Entre alertas y fenómenos extremos, el Gran Santo Domingo enfrenta no solo la intensidad del clima, sino la necesidad de consolidar una respuesta colectiva que reconozca avances y fortalezca la prevención.
Por Antonio José Gómez peña
Barcelona, España, 15 de abril de 2025. El Gran Santo Domingo se mantiene a mediados de esta semana en alerta verde, es decir, bajo condiciones de vigilancia o prevención debido a la persistencia de una vaguada y un sistema frontal que han generado inundaciones severas y lluvias históricas. El Instituto Dominicano de Meteorología (INDOMET) advierte que las condiciones seguirán inestables, con aguaceros fuertes, tormentas eléctricas y ráfagas de viento que elevan significativamente el riesgo para la población.
En este contexto, los torrenciales aguaceros y las fuertes ráfagas de viento ponen de manifiesto la complejidad de gestionar una ciudad expuesta a fenómenos climáticos cada vez más intensos. No obstante, reducir lo ocurrido a una narrativa de insuficiencia institucional distorsiona la realidad y niega los avances concretos y sostenidos que, desde hace años, vienen impulsando las autoridades para enfrentar estos desafíos, fortaleciendo la capacidad de respuesta y mitigación ante eventos de gran escala.
Cierto es que ningún sistema urbano está completamente preparado para absorber volúmenes extraordinarios de lluvia en lapsos tan cortos. Pero también es cierto que hoy el Gran Santo Domingo cuenta con mayores capacidades de respuesta que en el pasado. Las brigadas desplegadas antes, durante y después de las lluvias, la limpieza preventiva de imbornales, la asistencia directa en sectores vulnerables y la coordinación interinstitucional no son hechos aislados: forman parte de un esfuerzo continuo por mitigar riesgos y proteger vidas.
La diferencia, muchas veces, no radica únicamente en la magnitud del fenómeno, sino en la capacidad de reacción inmediata. Y en ese sentido, hay que ser justos y reconocer que se ha avanzado. Se actúa con mayor rapidez, se priorizan zonas críticas y se mantiene una presencia activa en el territorio. Esto no significa que todo esté resuelto, pero sí que existe una voluntad clara de mejorar y de responder con responsabilidad ante cada evento.

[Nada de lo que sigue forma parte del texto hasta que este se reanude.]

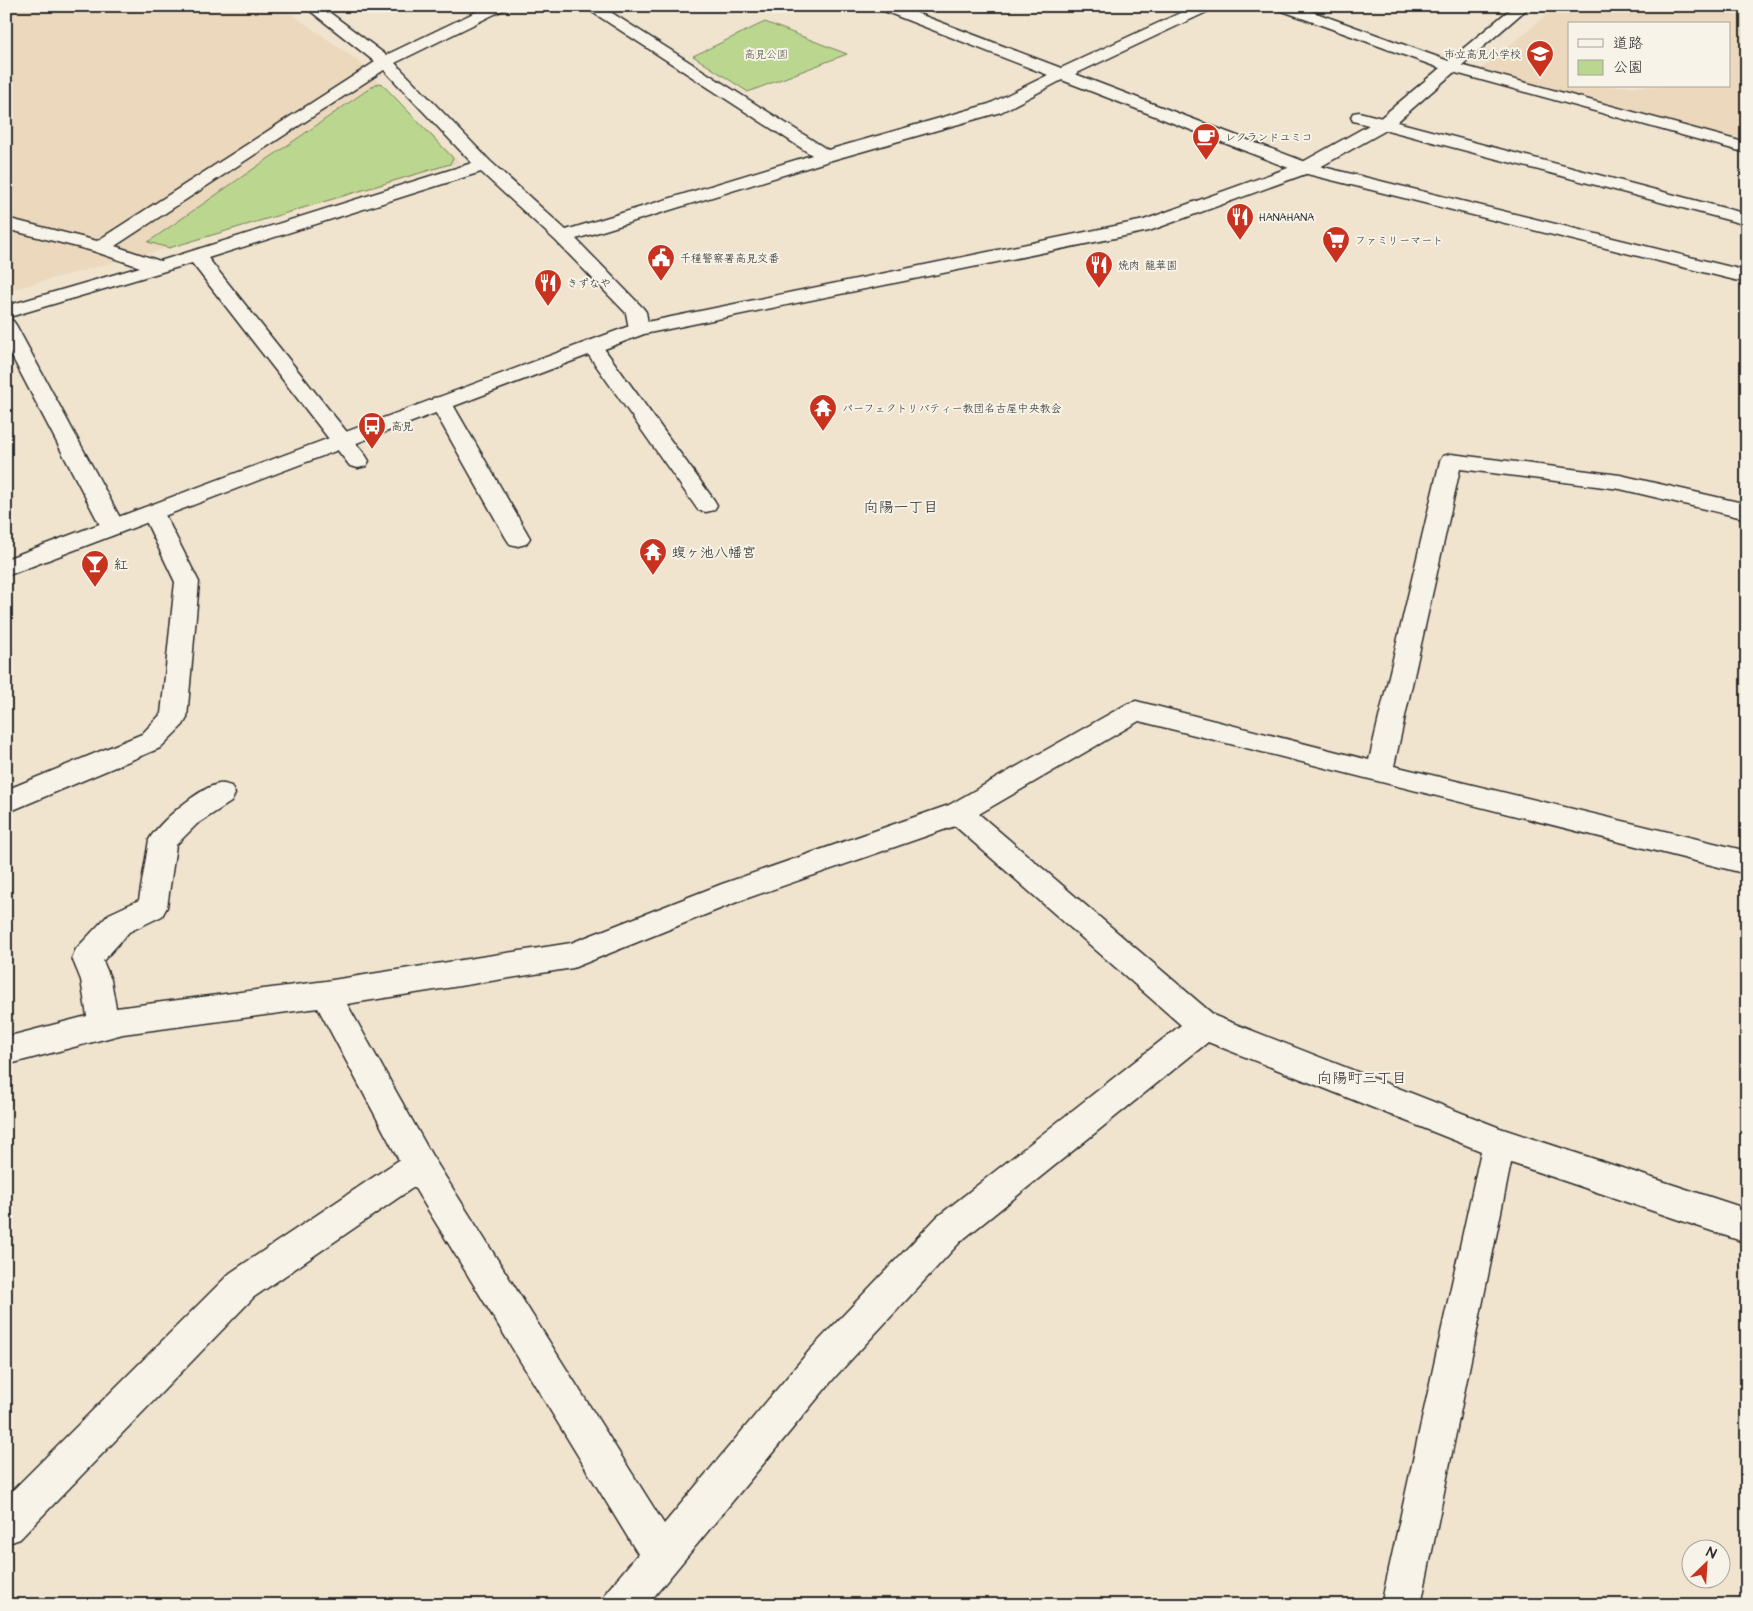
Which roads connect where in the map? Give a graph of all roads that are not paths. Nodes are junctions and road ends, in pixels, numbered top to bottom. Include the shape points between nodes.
1 (311, 6) edge
2 (500, 6) edge
3 (590, 6) edge
4 (884, 6) edge
5 (1208, 6) edge
6 (1282, 6) edge
7 (1523, 6) edge
8 (385, 62) junction
9 (1451, 67) junction
10 (1062, 74) junction
11 (1359, 117) dead end
12 (1384, 124) junction
13 (1747, 148) edge
14 (826, 156) junction
15 (484, 165) junction
16 (1305, 168) junction
17 (1747, 220) edge
18 (6, 223) edge
19 (563, 237) junction
20 (100, 247) junction
21 (196, 255) junction
22 (160, 267) junction
23 (1747, 277) edge
24 (6, 312) edge
25 (6, 325) edge
26 (640, 329) junction
27 (593, 346) junction
28 (441, 404) junction
29 (341, 441) junction
30 (358, 461) dead end
31 (706, 505) dead end
32 (1747, 512) edge
33 (153, 513) junction
34 (113, 527) junction
35 (518, 538) dead end
36 (6, 568) edge
37 (1379, 773) junction
38 (221, 794) dead end
39 (6, 802) edge
40 (958, 812) junction
41 (1747, 863) edge
42 (326, 994) junction
43 (104, 1025) junction
44 (1204, 1026) junction
45 (7, 1048) edge
46 (1499, 1144) junction
47 (419, 1165) junction
48 (1747, 1226) edge
49 (6, 1526) edge
50 (662, 1557) junction
51 (621, 1605) edge
52 (1401, 1605) edge

1 - 8 street
2 - 8 street
3 - 14 street
4 - 10 street
5 - 10 street
6 - 9 street
7 - 9 street
8 - 15 street
8 - 20 street
9 - 12 street
9 - 13 street
10 - 14 street via 995,108
10 - 16 street
11 - 12 street
12 - 16 street
12 - 17 street
14 - 19 street
15 - 19 street
15 - 21 street
16 - 23 street
16 - 26 street via 1150,225
18 - 20 street
19 - 26 street via 636,312
20 - 22 street
21 - 22 street
21 - 29 street
22 - 24 street
25 - 34 street
26 - 27 street
27 - 28 street
27 - 31 street
28 - 29 street
28 - 35 street
29 - 30 street
29 - 33 street
32 - 37 street via 1620,482 1451,461
33 - 34 street
33 - 39 street via 187,582 174,718 151,740
34 - 36 street
37 - 40 street via 1136,711
37 - 41 street
38 - 43 street via 187,816 164,840 152,907 119,922 87,958 96,980
40 - 42 street via 732,892 573,955
40 - 44 street
42 - 43 street
42 - 47 street
43 - 45 street
44 - 46 street
44 - 50 street via 949,1229 822,1364
46 - 48 street
46 - 52 street
47 - 49 street via 242,1285
47 - 50 street
50 - 51 street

Ahora bien, cualquier estrategia de prevención será siempre insuficiente si no va acompañada de un cambio profundo en la conducta ciudadana. El drenaje pluvial no colapsa únicamente por la lluvia: colapsa, en gran medida, por la acumulación de desechos sólidos en calles, cañadas e imbornales. Cada funda de basura lanzada de manera irresponsable es un obstáculo más para el flujo del agua; cada acción individual tiene un impacto colectivo.
Por eso, hablar de prevención implica también hablar de educación. De entender que el cuidado del entorno no es una opción, sino una responsabilidad compartida. Que respetar los horarios de recolección, evitar lanzar residuos en espacios públicos y proteger las áreas verdes son acciones simples que, multiplicadas, pueden marcar una diferencia significativa en momentos críticos.
Las autoridades deben continuar fortaleciendo la infraestructura, ampliando los sistemas de drenaje y perfeccionando los mecanismos de alerta temprana. Pero la ciudadanía debe acompañar ese esfuerzo con una actitud más consciente, más comprometida con su entorno y con el bienestar común.
La ciudad a la que aspiramos tener no se construye sólo desde la gestión pública, sino desde la corresponsabilidad. Las lluvias se producirán, probablemente a veces con mayor intensidad en el futuro. La diferencia estará en qué tan consciente y preparada esté la ciudadanía, no sólo las instituciones, sino la sociedad en su conjunto.
Es imprescindible entender que prevenir no es solo una tarea del Estado. Es, sobre todo, una cultura de prudencia y sostenibilidad que debe ser construida entre todos.
Sobre el autor: Antonio José Gómez Peña es ingeniero, empresario estratega en desarrollo de proyectos y divulgador de temas de actualidad. A la fecha se desempeña como Cónsul General de la República Dominicana en Barcelona.